Zabijałem. Nie tylko tamtego biedaka na falochronie. Czasem to byli ludzie, którzy chcieli zabić mnie i moich kolegów... a przynajmniej tak mi się wydawało. A czasem tacy, którzy mogli chcieć zabić mnie i moich kolegów, ale my ich zauważyliśmy pierwsi i otwarliśmy ogień. I choć wyobrażałem sobie, że to byli jacyś rzeźnicy, którzy też już mieli niewinne życia na swoim koncie, to część mnie wie, że nie. Że to byli tacy sami gracze jak my, przestraszeni, zagubieni, zaszczuci, paranoidalni odruchowi zabójcy. Że te wszystkie trupy nie były potrzebne i że mogliśmy się rozejść w pokoju. Wystarczyło się jakoś porozumieć, by uniknąć rzezi. Ale nawet nie próbowałem. I, paradoksalnie, próbował nie będę. Jeśli się pomylę, jeśli choć raz opuszczę gardę, choć raz dam się podejść - zginę. Łatwo powiedzieć, że trzeba być człowiekiem, że nie można w ten sposób, że staję się potworem gorszym od tych zombie. No staję się. Już jestem potworem. Ale żywym potworem. Z plecakiem pełnym rzeczy, które utrzymają mnie przy życiu jeszcze dłużej. Bo łatwo jest mówić o humanitaryzmie, o zasadach, o empatii, gdy nie leży się w deszczu w krzakach i nie widzi zbliżających się dwóch gości z kałachami. Zaryzykujecie, że nie zauważą? Zaryzykujecie, że nie zaczną strzelać? Ja nie. Bo ja chcę przeżyć. I nie mówcie, żebym się opamiętał, wyluzował, że to tylko gra. To nie gra. To DayZ. Jak zagracie, to zrozumiecie.

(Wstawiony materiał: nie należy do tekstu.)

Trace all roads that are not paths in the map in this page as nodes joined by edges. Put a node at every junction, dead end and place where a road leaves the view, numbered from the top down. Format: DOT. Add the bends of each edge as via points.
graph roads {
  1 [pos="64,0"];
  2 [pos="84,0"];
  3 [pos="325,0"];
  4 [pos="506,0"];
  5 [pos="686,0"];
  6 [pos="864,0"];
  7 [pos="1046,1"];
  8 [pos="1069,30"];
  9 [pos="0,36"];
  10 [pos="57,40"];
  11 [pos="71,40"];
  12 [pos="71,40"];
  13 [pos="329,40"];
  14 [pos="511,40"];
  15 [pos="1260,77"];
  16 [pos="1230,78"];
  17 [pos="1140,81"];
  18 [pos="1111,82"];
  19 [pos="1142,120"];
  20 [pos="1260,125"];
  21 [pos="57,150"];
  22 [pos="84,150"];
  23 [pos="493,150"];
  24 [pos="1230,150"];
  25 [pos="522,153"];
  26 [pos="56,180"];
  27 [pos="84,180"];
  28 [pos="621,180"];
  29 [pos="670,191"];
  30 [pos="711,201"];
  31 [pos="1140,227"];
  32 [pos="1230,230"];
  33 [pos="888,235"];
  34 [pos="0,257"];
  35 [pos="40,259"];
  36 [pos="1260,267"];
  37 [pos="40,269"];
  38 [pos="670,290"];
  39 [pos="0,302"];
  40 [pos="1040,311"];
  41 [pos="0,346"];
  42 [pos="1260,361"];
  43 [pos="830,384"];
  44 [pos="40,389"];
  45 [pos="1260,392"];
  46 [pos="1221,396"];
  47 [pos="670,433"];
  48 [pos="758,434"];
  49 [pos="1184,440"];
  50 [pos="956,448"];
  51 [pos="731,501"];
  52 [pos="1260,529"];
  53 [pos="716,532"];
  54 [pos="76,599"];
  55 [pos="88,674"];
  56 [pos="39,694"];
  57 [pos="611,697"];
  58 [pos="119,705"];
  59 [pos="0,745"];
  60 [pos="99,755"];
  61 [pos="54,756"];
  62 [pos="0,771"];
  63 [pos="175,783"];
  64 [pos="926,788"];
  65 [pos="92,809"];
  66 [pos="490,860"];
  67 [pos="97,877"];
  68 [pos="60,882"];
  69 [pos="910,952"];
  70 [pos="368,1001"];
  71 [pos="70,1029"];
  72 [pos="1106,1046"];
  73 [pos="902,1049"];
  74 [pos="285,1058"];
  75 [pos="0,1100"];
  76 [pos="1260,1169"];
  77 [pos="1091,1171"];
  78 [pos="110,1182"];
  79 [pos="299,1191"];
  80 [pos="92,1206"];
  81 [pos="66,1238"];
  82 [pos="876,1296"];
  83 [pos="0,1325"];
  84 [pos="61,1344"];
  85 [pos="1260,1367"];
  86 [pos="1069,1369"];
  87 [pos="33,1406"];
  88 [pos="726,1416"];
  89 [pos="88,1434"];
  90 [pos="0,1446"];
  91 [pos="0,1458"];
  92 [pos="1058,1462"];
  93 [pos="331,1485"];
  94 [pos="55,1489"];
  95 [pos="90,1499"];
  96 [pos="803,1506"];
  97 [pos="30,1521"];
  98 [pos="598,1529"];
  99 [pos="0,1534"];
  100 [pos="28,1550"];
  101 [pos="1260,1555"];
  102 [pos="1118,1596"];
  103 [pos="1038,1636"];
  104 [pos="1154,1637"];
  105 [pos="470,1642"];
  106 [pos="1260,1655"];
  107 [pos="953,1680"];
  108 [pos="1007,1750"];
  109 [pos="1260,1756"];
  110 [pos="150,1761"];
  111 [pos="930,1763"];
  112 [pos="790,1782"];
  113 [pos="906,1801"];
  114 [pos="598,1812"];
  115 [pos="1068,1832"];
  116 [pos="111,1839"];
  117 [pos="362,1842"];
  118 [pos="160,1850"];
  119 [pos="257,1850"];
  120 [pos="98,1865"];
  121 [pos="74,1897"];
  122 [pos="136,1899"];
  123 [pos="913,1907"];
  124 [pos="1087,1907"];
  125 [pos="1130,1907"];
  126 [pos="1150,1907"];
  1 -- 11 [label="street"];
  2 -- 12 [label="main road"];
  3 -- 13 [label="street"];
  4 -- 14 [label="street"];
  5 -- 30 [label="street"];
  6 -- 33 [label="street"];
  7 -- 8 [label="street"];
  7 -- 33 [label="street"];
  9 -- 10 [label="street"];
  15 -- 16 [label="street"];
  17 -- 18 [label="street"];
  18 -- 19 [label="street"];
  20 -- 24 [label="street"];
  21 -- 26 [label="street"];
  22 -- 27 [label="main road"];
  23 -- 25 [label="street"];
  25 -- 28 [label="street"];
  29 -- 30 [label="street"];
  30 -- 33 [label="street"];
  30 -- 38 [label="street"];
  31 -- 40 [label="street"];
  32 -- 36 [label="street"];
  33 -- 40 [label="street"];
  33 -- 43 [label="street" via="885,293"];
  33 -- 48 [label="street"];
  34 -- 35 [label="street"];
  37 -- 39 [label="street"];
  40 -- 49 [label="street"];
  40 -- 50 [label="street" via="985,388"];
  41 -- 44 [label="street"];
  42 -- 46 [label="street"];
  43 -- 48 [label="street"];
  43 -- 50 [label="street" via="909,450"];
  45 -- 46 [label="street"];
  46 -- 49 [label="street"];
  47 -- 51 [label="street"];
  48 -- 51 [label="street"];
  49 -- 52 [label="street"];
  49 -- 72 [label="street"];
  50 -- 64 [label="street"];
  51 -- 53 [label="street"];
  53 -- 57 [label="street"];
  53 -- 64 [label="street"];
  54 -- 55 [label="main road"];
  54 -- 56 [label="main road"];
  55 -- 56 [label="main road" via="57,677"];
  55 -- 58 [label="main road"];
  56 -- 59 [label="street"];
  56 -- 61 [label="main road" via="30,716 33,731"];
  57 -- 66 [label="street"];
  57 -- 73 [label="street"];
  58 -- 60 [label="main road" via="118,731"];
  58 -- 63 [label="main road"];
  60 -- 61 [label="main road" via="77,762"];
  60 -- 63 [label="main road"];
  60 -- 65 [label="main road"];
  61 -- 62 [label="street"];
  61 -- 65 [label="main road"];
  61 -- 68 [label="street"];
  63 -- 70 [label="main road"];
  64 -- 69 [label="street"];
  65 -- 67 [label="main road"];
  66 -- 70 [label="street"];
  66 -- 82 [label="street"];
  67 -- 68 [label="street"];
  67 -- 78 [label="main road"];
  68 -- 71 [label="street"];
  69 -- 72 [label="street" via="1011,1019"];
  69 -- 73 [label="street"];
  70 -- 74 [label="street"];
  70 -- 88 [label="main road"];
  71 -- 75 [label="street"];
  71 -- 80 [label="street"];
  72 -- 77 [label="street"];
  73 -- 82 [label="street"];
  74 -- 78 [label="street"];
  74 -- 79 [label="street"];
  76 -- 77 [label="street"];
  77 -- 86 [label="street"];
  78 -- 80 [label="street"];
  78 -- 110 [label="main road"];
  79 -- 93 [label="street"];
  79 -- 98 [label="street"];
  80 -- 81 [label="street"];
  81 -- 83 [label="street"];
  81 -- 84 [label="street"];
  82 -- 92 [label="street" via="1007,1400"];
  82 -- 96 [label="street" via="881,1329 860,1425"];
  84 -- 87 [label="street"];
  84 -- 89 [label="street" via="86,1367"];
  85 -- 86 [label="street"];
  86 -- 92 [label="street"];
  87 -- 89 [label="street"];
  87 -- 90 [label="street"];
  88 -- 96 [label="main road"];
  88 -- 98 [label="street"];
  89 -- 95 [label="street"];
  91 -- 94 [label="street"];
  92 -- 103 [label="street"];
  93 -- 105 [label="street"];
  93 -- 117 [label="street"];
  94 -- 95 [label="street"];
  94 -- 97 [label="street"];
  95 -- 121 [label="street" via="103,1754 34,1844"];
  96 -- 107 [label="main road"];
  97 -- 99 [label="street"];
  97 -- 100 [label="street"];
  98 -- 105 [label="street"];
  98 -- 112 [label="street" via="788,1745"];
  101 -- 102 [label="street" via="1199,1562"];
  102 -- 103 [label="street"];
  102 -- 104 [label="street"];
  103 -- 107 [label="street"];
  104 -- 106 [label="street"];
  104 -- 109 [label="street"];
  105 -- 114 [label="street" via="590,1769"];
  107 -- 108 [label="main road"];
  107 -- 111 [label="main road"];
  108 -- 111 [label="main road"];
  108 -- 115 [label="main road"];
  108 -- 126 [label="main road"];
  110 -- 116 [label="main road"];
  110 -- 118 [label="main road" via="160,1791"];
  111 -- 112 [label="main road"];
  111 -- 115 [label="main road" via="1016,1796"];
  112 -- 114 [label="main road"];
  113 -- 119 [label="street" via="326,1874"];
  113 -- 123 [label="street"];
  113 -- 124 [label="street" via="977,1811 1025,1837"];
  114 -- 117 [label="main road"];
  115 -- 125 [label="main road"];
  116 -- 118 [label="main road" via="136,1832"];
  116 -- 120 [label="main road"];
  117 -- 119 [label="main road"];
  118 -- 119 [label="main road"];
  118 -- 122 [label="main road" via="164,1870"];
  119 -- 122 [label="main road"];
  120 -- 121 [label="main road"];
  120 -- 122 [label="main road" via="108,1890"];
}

I na koniec w kwestii technicznej - żeby bawić się tym modem, potrzeba jest podstawowa wersja ArmA 2 z dodatkiem Operation Arrowhead, sprzedawana też w zestawie jako Combined Operations. Sam DayZ jest darmowy. Przydaje się też w miarę mocny komputer, bo ten silnik ma swoje wymagania. Ale jeszcze bardziej przydaje się choćby jeden lub najlepiej kilku znajomych, którzy mają już doświadczenie w DayZ, bo pierwszy kontakt z grą jest bolesny i frustrujący. Warto, zdecydowanie, bezapelacyjnie warto przecierpieć te początki. Potem jest lepiej, dużo lepiej. I można się dowiedzieć czegoś o sobie. Nie gwarantuję tylko, że jest to coś, czego chcecie się dowiedzieć i że będziecie się dobrze z tą wiedzą czuli...
Dziękuję Dziemianowi, Klucznikowi i Ziutkowi za pomoc w staniu się potworem.